The funnel of this gauge is a very deep cone, to prevent the rain drops outsplashing. When properly placed, the receiving surface will be twelve inches above the ground, which experience has shown to be the most advantageous height.
CHAPTER XIII.
APPARATUS EMPLOYED FOR REGISTERING THE DIRECTION, PRESSURE, AND VELOCITY OF THE WIND.
Fig. 86.
122. The Vane.—The instrument by which the wind’s direction is most generally noted, is the vane, or weather-cock, and all that need be said of it here is that the points north, east, south and west, usually attached to it, should indicate the true and not the magnetic directions; and that care should be taken to prevent its setting fast. Very complicated instruments are required for ascertaining the pressure and velocity of the wind, and these are called Anemometers. The simplest is Lind’s.

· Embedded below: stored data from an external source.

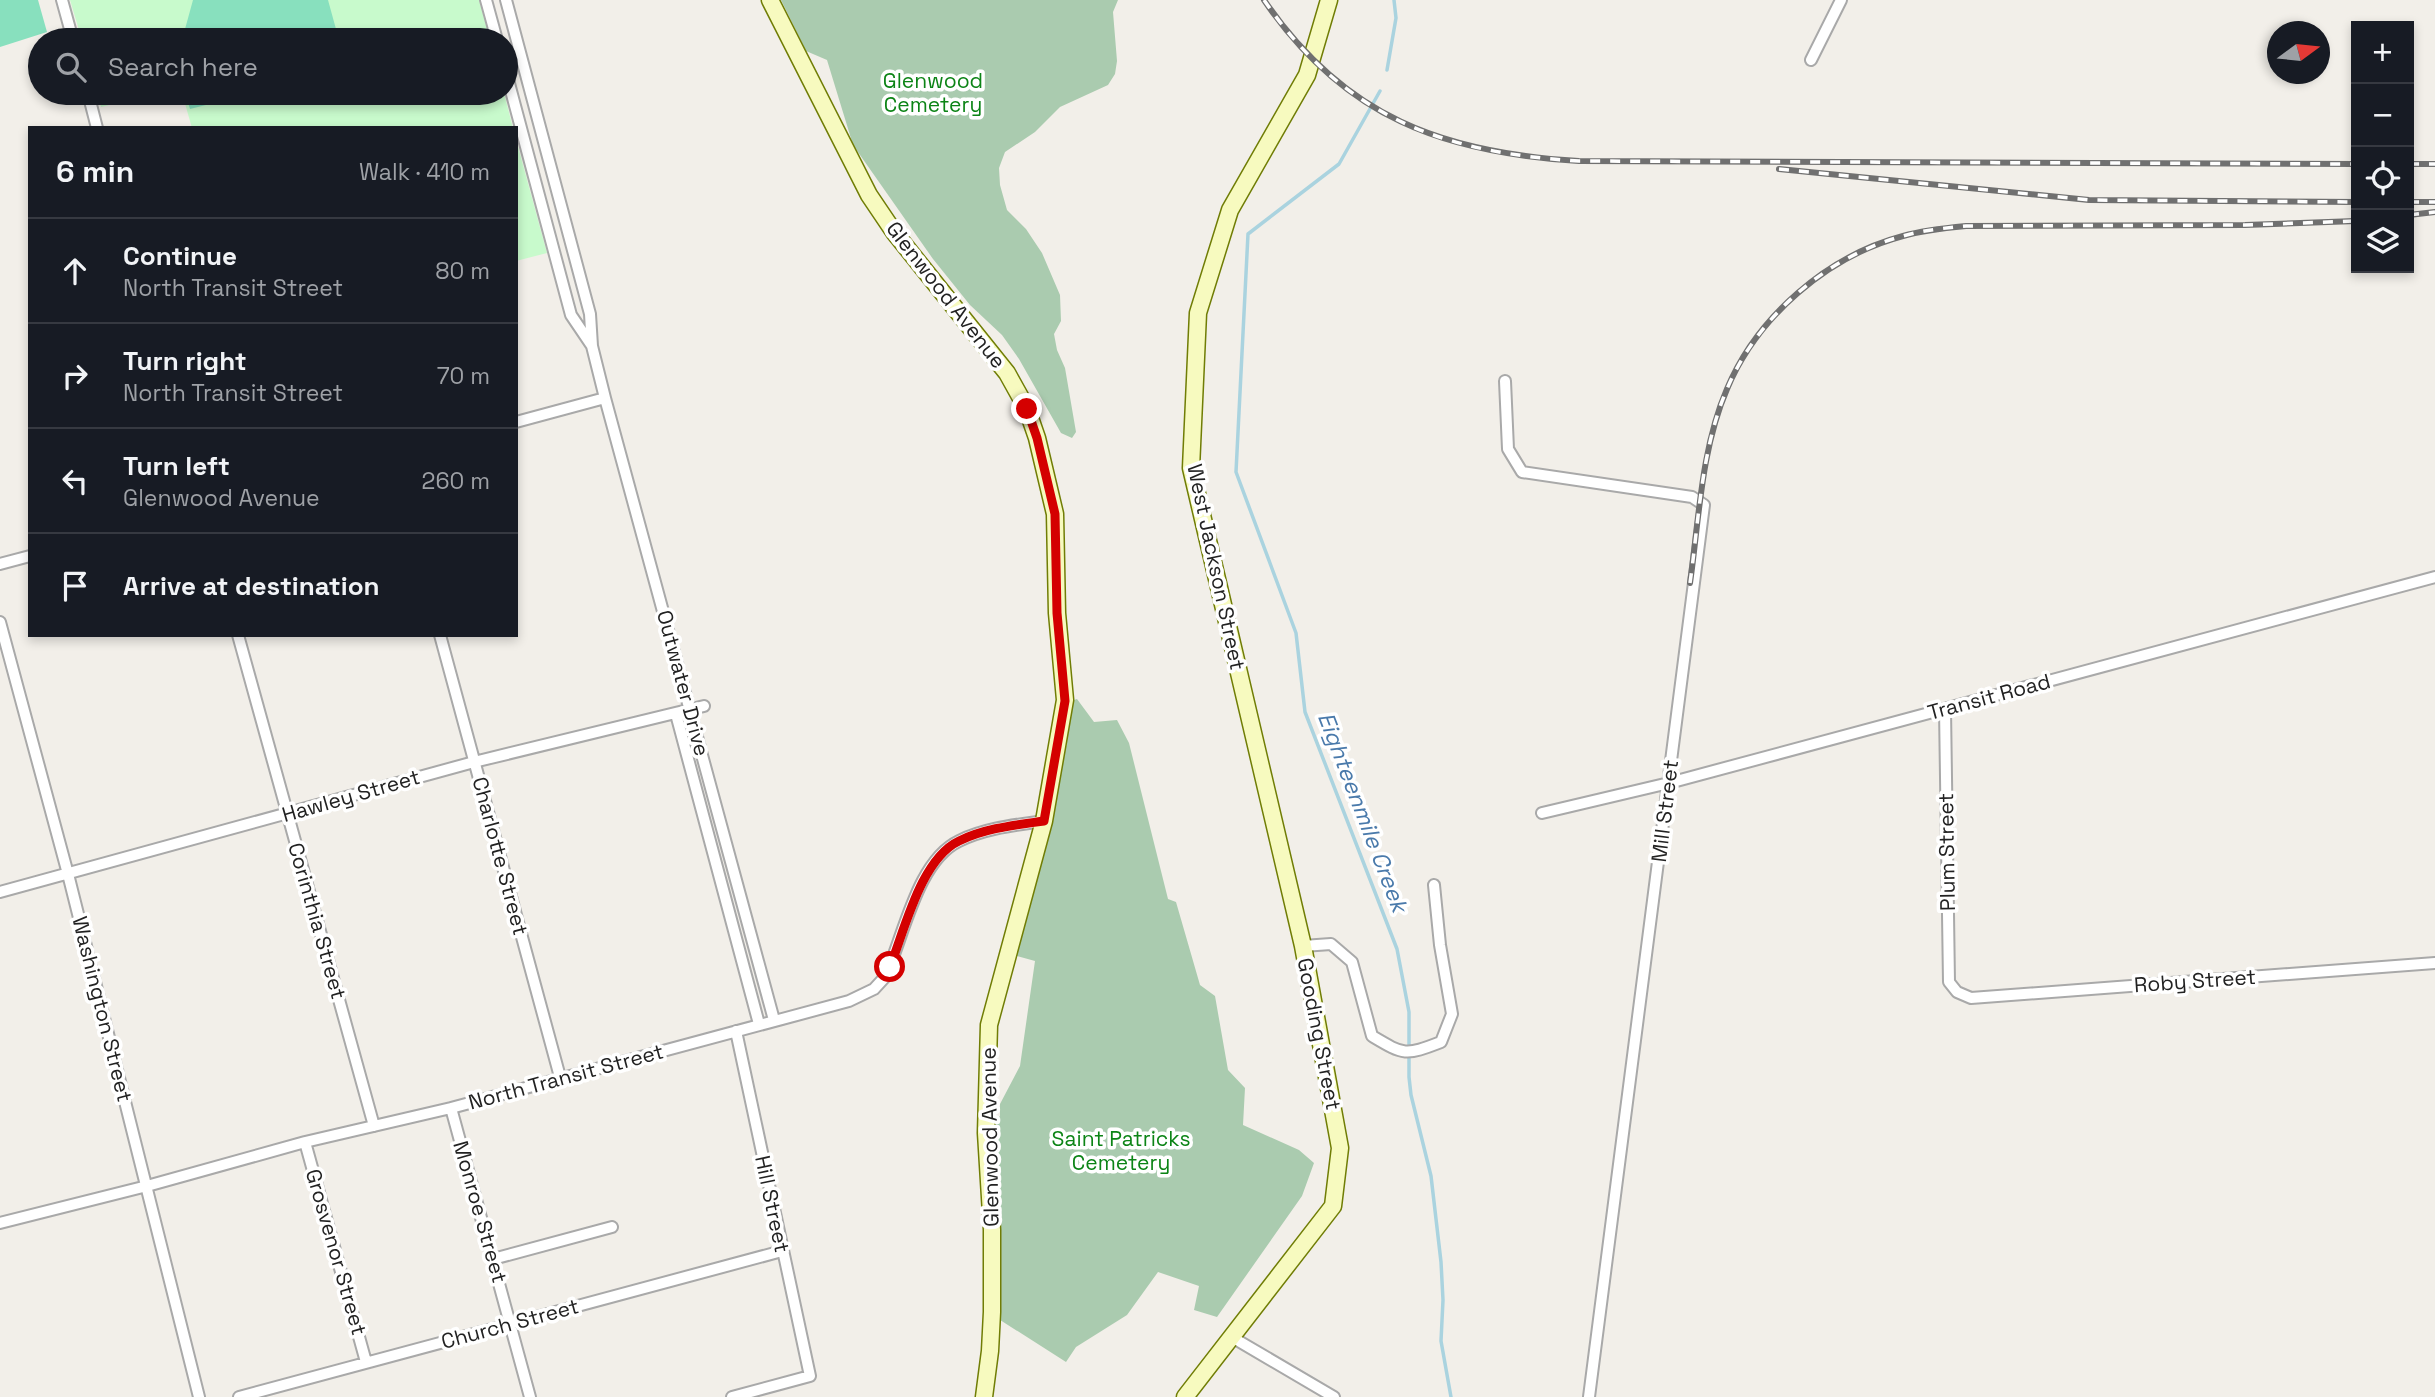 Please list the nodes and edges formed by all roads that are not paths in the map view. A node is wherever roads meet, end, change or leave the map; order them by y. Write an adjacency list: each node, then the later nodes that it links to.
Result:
1 (62, 0): 7 (street)
2 (486, 0): 8 (street)
3 (506, 0): 9 (street, Outwater Drive)
4 (770, 0): 33 (street, Glenwood Avenue)
5 (1329, 0): 37 (street, West Jackson Street)
6 (1841, 0): 11 (street)
7 (70, 28)
8 (494, 28)
9 (513, 28)
10 (518, 45): 15 (street, Outwater Drive)
11 (1811, 60)
12 (91, 105): 14 (street)
13 (515, 105): 15 (street, Outwater Drive)
14 (96, 126)
15 (592, 346): 17 (street, Outwater Drive)
16 (1505, 381): 30 (street, Mill Street)
17 (605, 398): 18 (street); 26 (street, Outwater Drive)
18 (518, 421)
19 (28, 557): 20 (street)
20 (0, 564)
21 (2435, 578): 27 (street, Transit Road)
22 (0, 622): 34 (street, Washington Street)
23 (239, 637): 32 (street, Corinthia Street)
24 (441, 637): 29 (street, Charlotte Street)
25 (704, 706): 26 (street, Hawley Street)
26 (690, 709): 28 (street, Hawley Street); 40 (street, Outwater Drive)
27 (1945, 709): 30 (street, Transit Road); 39 (street, Plum Street)
28 (676, 713): 29 (street, Hawley Street); 41 (street, Outwater Drive)
29 (474, 762): 32 (street, Hawley Street); 43 (street, Charlotte Street)
30 (1669, 783): 31 (street, Transit Road); 63 (street, Mill Street)
31 (1542, 813)
32 (286, 814): 34 (street, Hawley Street); 45 (street, Corinthia Street)
33 (1044, 821): 40 (street, North Transit Street); 60 (street, Glenwood Avenue)
34 (68, 874): 36 (street, Hawley Street); 47 (street, Washington Street)
35 (1434, 885): 37 (street, Gooding Street)
36 (0, 892)
37 (1303, 946): 53 (street, Gooding Street)
38 (2435, 963): 39 (street, Roby Street)
39 (1957, 992)
40 (774, 1020): 41 (street, North Transit Street)
41 (759, 1024): 42 (street, North Transit Street)
42 (736, 1031): 43 (street, North Transit Street); 50 (street, Hill Street)
43 (560, 1077): 44 (street, North Transit Street)
44 (451, 1108): 45 (street, North Transit Street); 51 (street, Monroe Street)
45 (374, 1126): 46 (street, North Transit Street)
46 (305, 1142): 47 (street, North Transit Street); 54 (street, Grosvenor Street)
47 (147, 1186): 48 (street, North Transit Street); 56 (street, Washington Street)
48 (0, 1223)
49 (612, 1227): 51 (street)
50 (782, 1251): 52 (street, Church Street); 59 (street, Hill Street)
51 (493, 1259): 52 (street, Monroe Street)
52 (511, 1324): 54 (street, Church Street); 58 (street, Monroe Street)
53 (1230, 1336): 55 (street); 61 (street, Gooding Street)
54 (366, 1362): 57 (street, Church Street)
55 (1319, 1393): 62 (street)
56 (199, 1397)
57 (239, 1397)
58 (530, 1397)
59 (732, 1397)
60 (984, 1397)
61 (1185, 1397)
62 (1334, 1397)
63 (1589, 1397)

123. Lind’s Anemometer, or Wind-Gauge (fig. 86), invented so late as 1775, for showing the pressure of the wind, consists of a glass syphon, the limbs parallel to each other, and each limb the same diameter. One end of the syphon is bent at right angles to the limb, so as to present a horizontal opening to the wind. A graduated scale, divided to inches and tenths, is attached to the syphon tube, reading either way from a zero point in the centre of the scale. The whole instrument is mounted on a spindle, surmounted by a vane, and is moved freely in any direction by the wind, always presenting the open end towards the quarter from which the wind blows. To use the instrument, it is simply filled up to the zero point with water, and then exposed to the wind; the difference in the level of the water gives the force of the wind in inches and tenths, by adding together the amount of depression in one limb, and elevation in the other, the sum of the two being the height of a column of water which the wind is capable of sustaining at that time.